━━ Provided data ━━
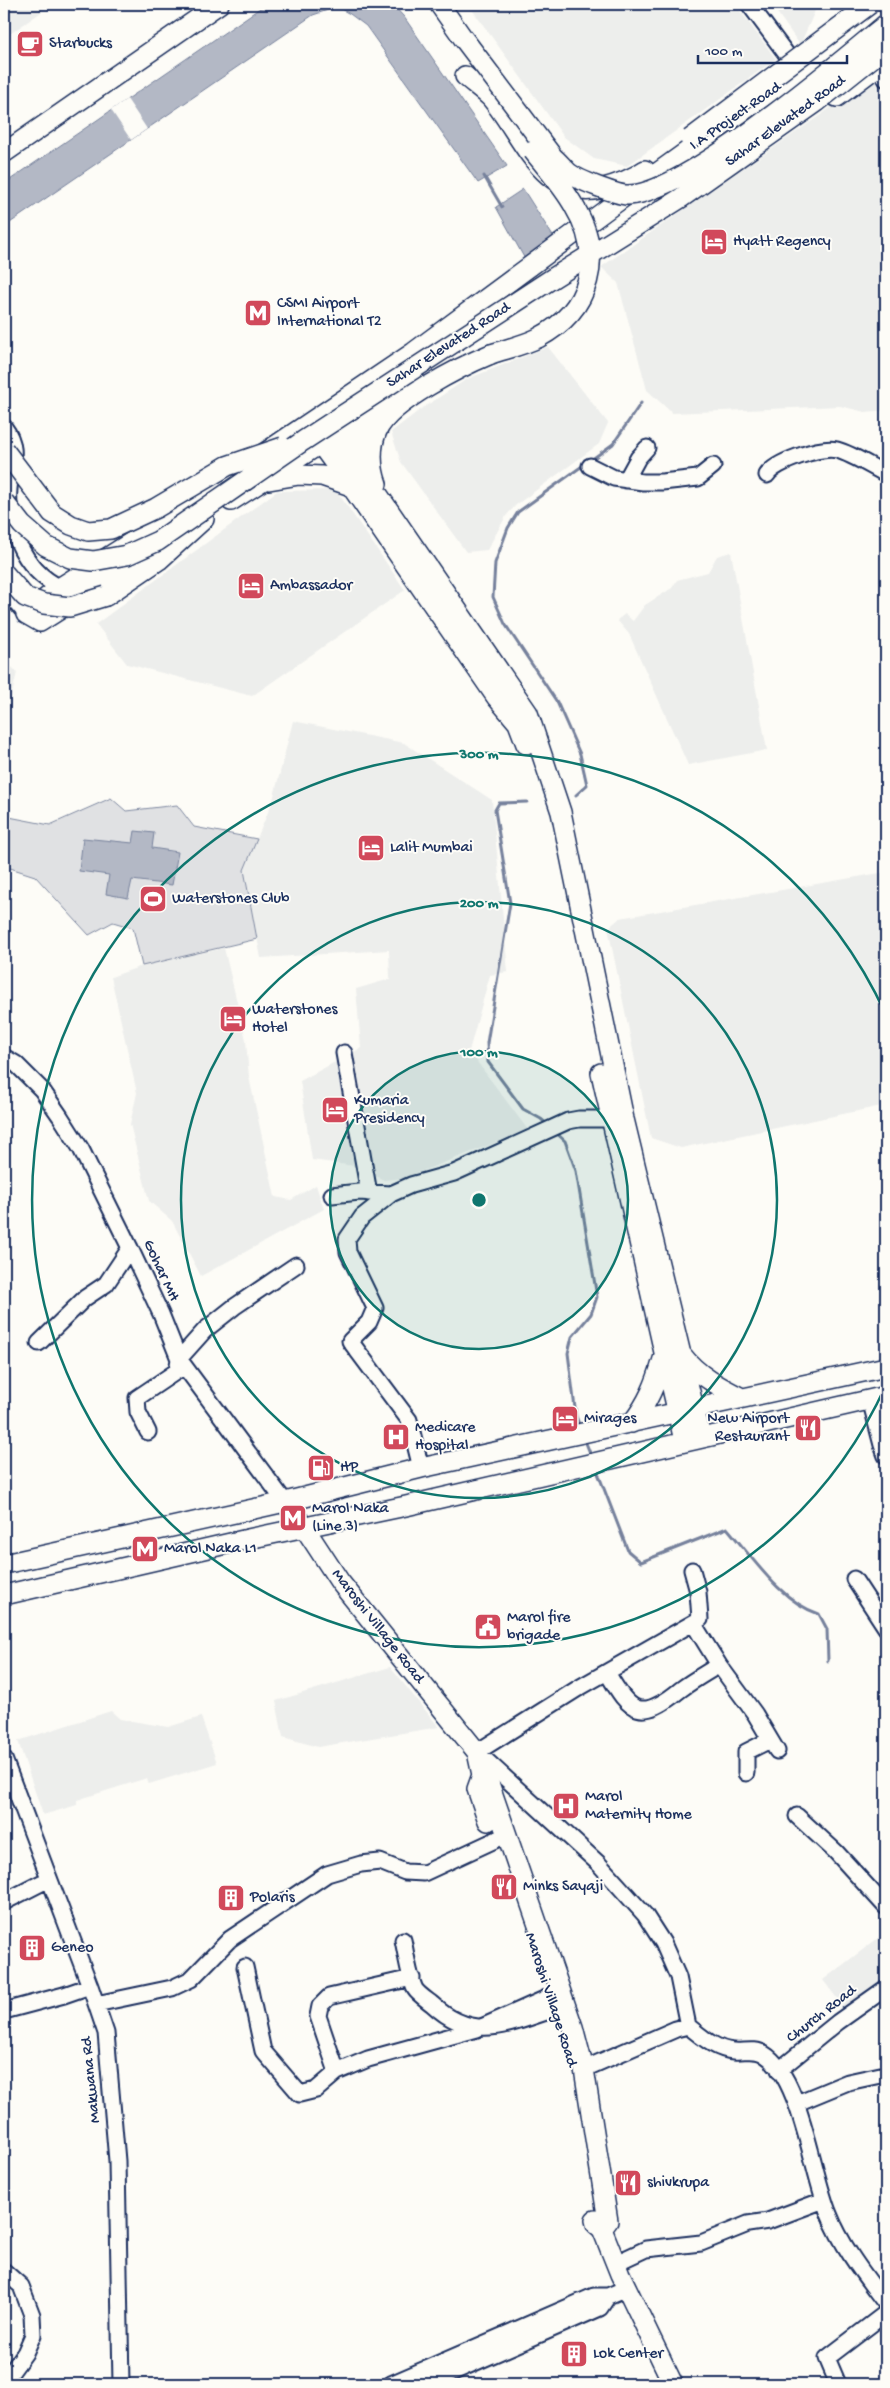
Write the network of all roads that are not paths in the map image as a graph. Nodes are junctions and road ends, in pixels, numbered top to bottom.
1 (219, 4) edge
2 (439, 4) edge
3 (749, 4) edge
4 (870, 4) edge
5 (886, 8) edge
6 (886, 24) edge
7 (463, 38) junction
8 (886, 47) edge
9 (884, 68) edge
10 (799, 72) junction
11 (465, 76) dead end
12 (822, 107) junction
13 (4, 152) edge
14 (368, 411) junction
15 (323, 414) junction
16 (4, 427) edge
17 (336, 433) junction
18 (310, 437) junction
19 (647, 448) dead end
20 (4, 450) edge
21 (590, 466) dead end
22 (713, 466) dead end
23 (360, 467) junction
24 (886, 474) edge
25 (767, 475) dead end
26 (263, 480) junction
27 (626, 480) junction
28 (351, 486) junction
29 (382, 499) junction
30 (4, 502) edge
31 (204, 519) junction
32 (4, 573) edge
33 (4, 587) edge
34 (56, 590) junction
35 (82, 595) junction
36 (33, 618) junction
37 (344, 1053) dead end
38 (4, 1058) edge
39 (617, 1119) junction
40 (369, 1193) junction
41 (391, 1194) junction
42 (332, 1195) dead end
43 (130, 1248) junction
44 (296, 1265) dead end
45 (39, 1343) dead end
46 (673, 1356) junction
47 (178, 1359) junction
48 (886, 1367) edge
49 (742, 1398) junction
50 (878, 1398) edge
51 (695, 1408) junction
52 (676, 1413) junction
53 (632, 1422) junction
54 (148, 1432) dead end
55 (693, 1439) junction
56 (886, 1456) edge
57 (422, 1468) junction
58 (382, 1479) junction
59 (285, 1502) junction
60 (388, 1509) junction
61 (304, 1527) junction
62 (4, 1564) edge
63 (692, 1570) dead end
64 (854, 1579) dead end
65 (4, 1595) edge
66 (693, 1623) junction
67 (886, 1628) edge
68 (719, 1666) junction
69 (608, 1672) junction
70 (478, 1752) junction
71 (4, 1759) edge
72 (746, 1773) dead end
73 (798, 1816) dead end
74 (501, 1838) junction
75 (49, 1879) junction
76 (4, 1902) edge
77 (886, 1908) edge
78 (403, 1940) dead end
79 (245, 1967) dead end
80 (412, 1978) junction
81 (90, 1986) junction
82 (886, 1988) edge
83 (558, 2001) junction
84 (96, 2004) junction
85 (4, 2011) edge
86 (688, 2026) junction
87 (477, 2029) junction
88 (584, 2069) junction
89 (779, 2070) junction
90 (337, 2072) junction
91 (886, 2075) edge
92 (797, 2103) junction
93 (824, 2200) junction
94 (602, 2229) junction
95 (616, 2263) junction
96 (4, 2271) edge
97 (627, 2288) junction
98 (608, 2296) junction
99 (886, 2304) edge
100 (886, 2313) edge
101 (4, 2382) edge
102 (121, 2384) edge
103 (391, 2384) edge
104 (426, 2384) edge
105 (673, 2384) edge
106 (838, 2384) edge

1 - 13 main road
2 - 7 main road, Sahar Elevated Road, bridge
3 - 10 street
4 - 11 main road, bridge
5 - 10 main road, I A Project Road
6 - 7 main road, Sahar Elevated Road, bridge
7 - 29 main road, bridge
8 - 18 main road, Sahar Elevated Road, bridge
9 - 12 main road
10 - 12 street
10 - 15 main road, I A Project Road
12 - 14 main road
14 - 17 main road
14 - 23 main road
15 - 17 main road
15 - 18 main road, I A Project Road
16 - 34 street
17 - 18 main road
17 - 23 main road
18 - 20 main road, bridge
18 - 26 main road
18 - 28 main road
18 - 30 main road, Sahar Elevated Road, bridge
18 - 34 main road
19 - 27 street
21 - 27 street
22 - 27 street
23 - 29 main road
24 - 25 street
26 - 28 main road
26 - 31 main road
28 - 39 main road
29 - 39 main road
31 - 32 main road, bridge
31 - 35 main road
33 - 34 street
33 - 36 street
34 - 35 street
34 - 36 main road
35 - 36 main road
37 - 40 street
38 - 43 street, Gohar MH
39 - 41 street
39 - 46 main road
40 - 41 street
40 - 42 street
41 - 57 street
43 - 45 street
43 - 47 street, Gohar MH
44 - 47 street
46 - 49 main road
46 - 51 main road
46 - 52 main road
46 - 53 main road
47 - 54 street
47 - 59 street, Gohar MH
48 - 49 main road
49 - 51 main road
50 - 55 main road
50 - 56 street
51 - 52 main road
51 - 55 main road
52 - 53 main road
52 - 55 main road
53 - 57 main road
55 - 60 main road
57 - 58 main road
58 - 59 main road
58 - 60 main road
59 - 61 main road, Maroshi Village Road
59 - 62 main road
60 - 61 main road
61 - 65 main road
61 - 70 main road, Maroshi Village Road
63 - 66 street
64 - 67 street
66 - 68 street
66 - 69 street
68 - 69 street
68 - 72 street
69 - 70 street
70 - 74 main road, Maroshi Village Road
70 - 86 street
71 - 75 street, Makwana Rd
73 - 77 street
74 - 83 main road, Maroshi Village Road
74 - 84 street
75 - 76 street
75 - 81 street, Makwana Rd
78 - 80 street
79 - 90 street
80 - 87 street
80 - 90 street
81 - 84 street, Makwana Rd
81 - 85 street
82 - 89 street, Church Road
83 - 87 street
83 - 88 main road, Maroshi Village Road
83 - 94 main road, Maroshi Village Road
84 - 102 street, Makwana Rd
86 - 88 street
86 - 89 street
87 - 90 street
88 - 94 main road, Maroshi Village Road
89 - 92 street
91 - 92 street
92 - 93 street
93 - 95 street
93 - 99 street
94 - 95 main road, Maroshi Village Road
95 - 97 main road, Maroshi Village Road
96 - 101 street
97 - 98 street
97 - 105 main road, Maroshi Village Road
98 - 103 street
98 - 104 street
100 - 106 street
━━━
→ **Work order**
From the records above, pull out each line that has "Sahar".

→ **Problem solution**
2 - 7 main road, Sahar Elevated Road, bridge
6 - 7 main road, Sahar Elevated Road, bridge
8 - 18 main road, Sahar Elevated Road, bridge
18 - 30 main road, Sahar Elevated Road, bridge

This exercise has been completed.